In line with Sustainable Development Goal 13 to take urgent action to combat climate change and its impacts, CIFAL Argentina hosted a three-day seminar to address in a comprehensive manner the topic of climate finance and instruments such as green bonds, as well as to stimulate public and private sector activity to combat climate change.
The seminar brought together 59 government officials and private sector representatives from Yacyretá Binacional, municipalities, companies, and the media. A key objective of the event was to encourage the development of green bonds by Yacyretá Binacional, which is a Hydroelectric Power Plant located in the River of Parana between Argentina and Paraguay. During the seminar, officials from the Provincial Government of Misiones and the Municipality of Posadas expressed their support towards the creation of an entity to manage a Green Fund for Climate Change to undertake mitigation and adaptation activities.

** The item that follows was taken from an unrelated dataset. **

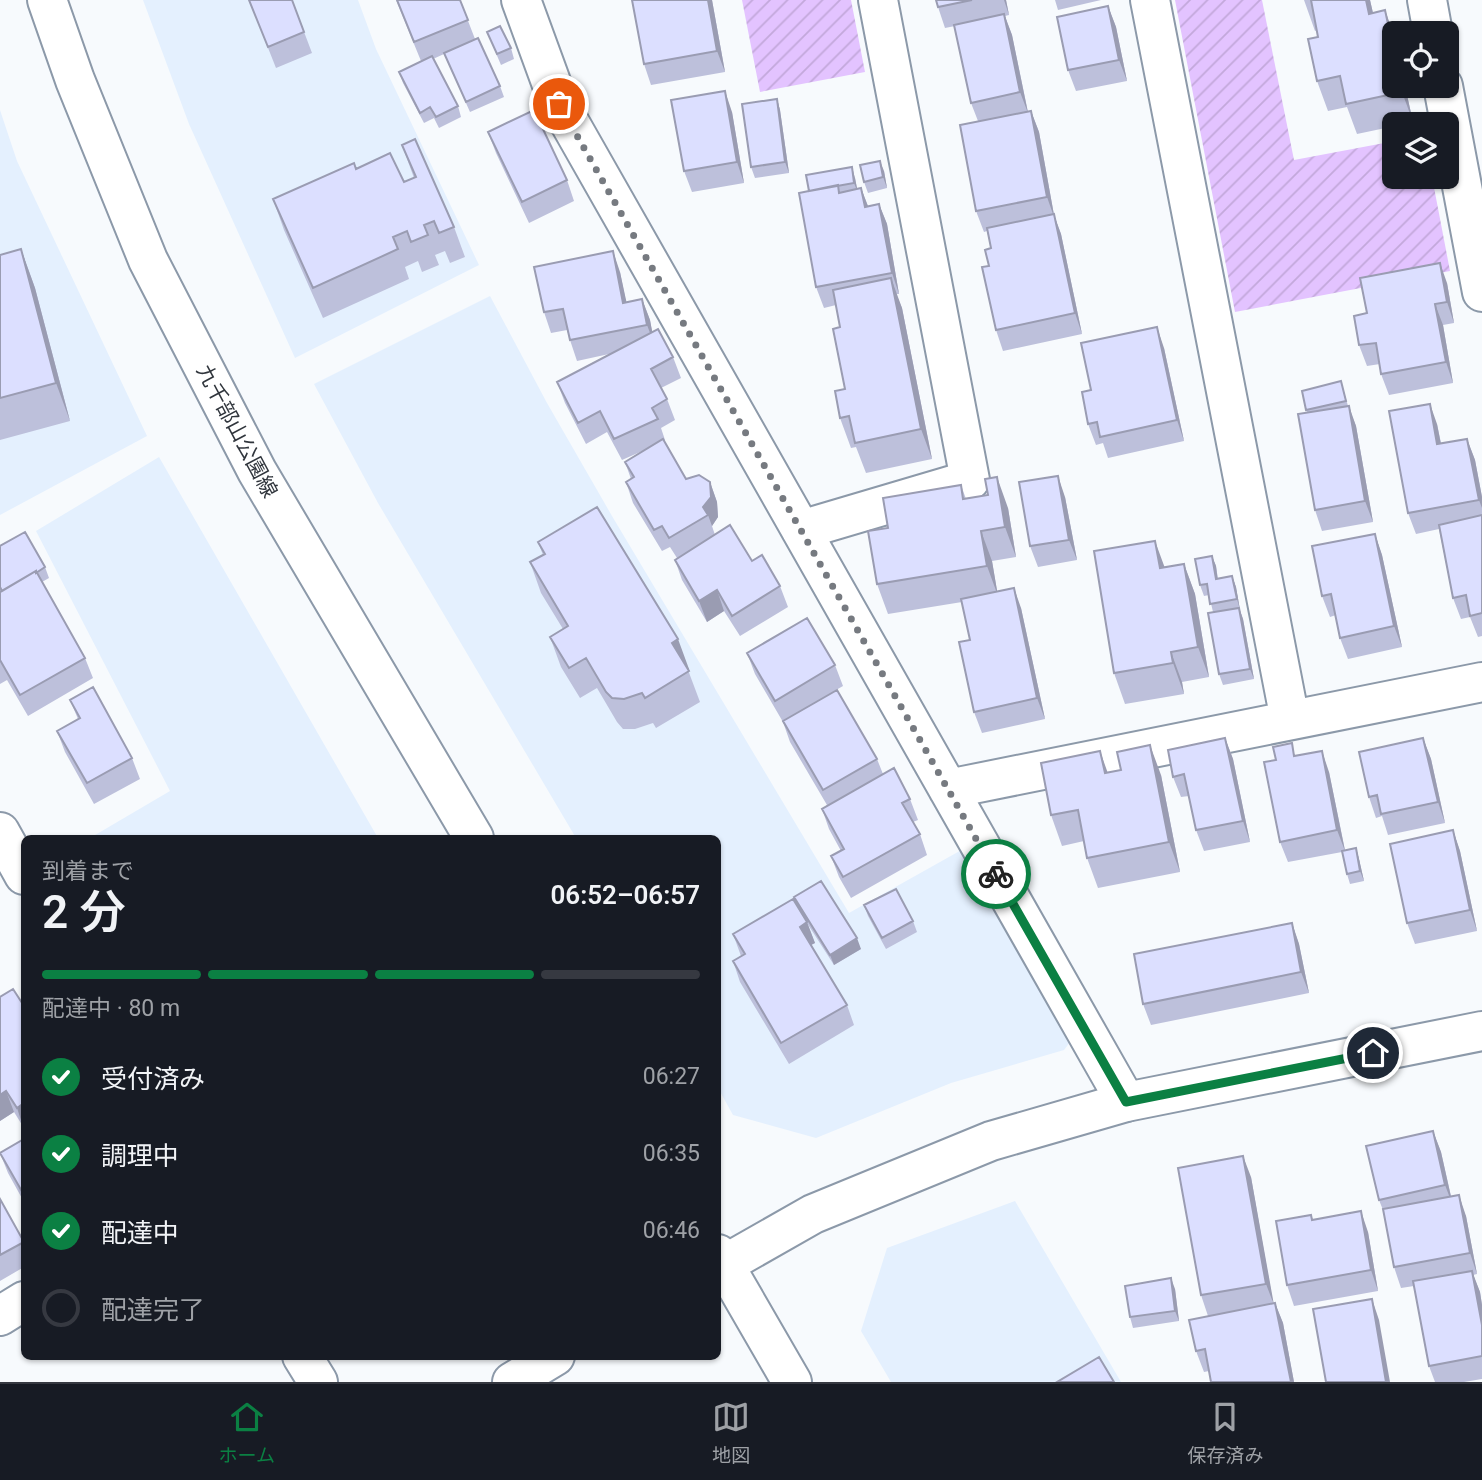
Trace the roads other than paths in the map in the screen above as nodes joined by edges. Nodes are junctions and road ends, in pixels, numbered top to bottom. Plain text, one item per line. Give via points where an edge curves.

Private sector projects that seek to mitigate climate change or to help affected people adapt to it were presented during the seminar and were assessed in order to determine legibility for support through climate bonds. Projects included:
- “Profundidad: A Town with Soul”, which consists of a system that certifies towns
- “Honey Wine”. A wine made of flowers nectar
- “Bandera Verde”. A certification to Schools that aligned to sustainability principles
- “Diamantes y Selvas”. A project designed to protect the rainforest through funds related to luxury brands.
Mitigating climate change and its impacts will require unprecedented global cooperation across borders and sectors. Mobilizing resources and actors to implement climate change mitigation and adaptation projects and programmes is crucial to build resilience and limit climate-related hazards and natural disasters.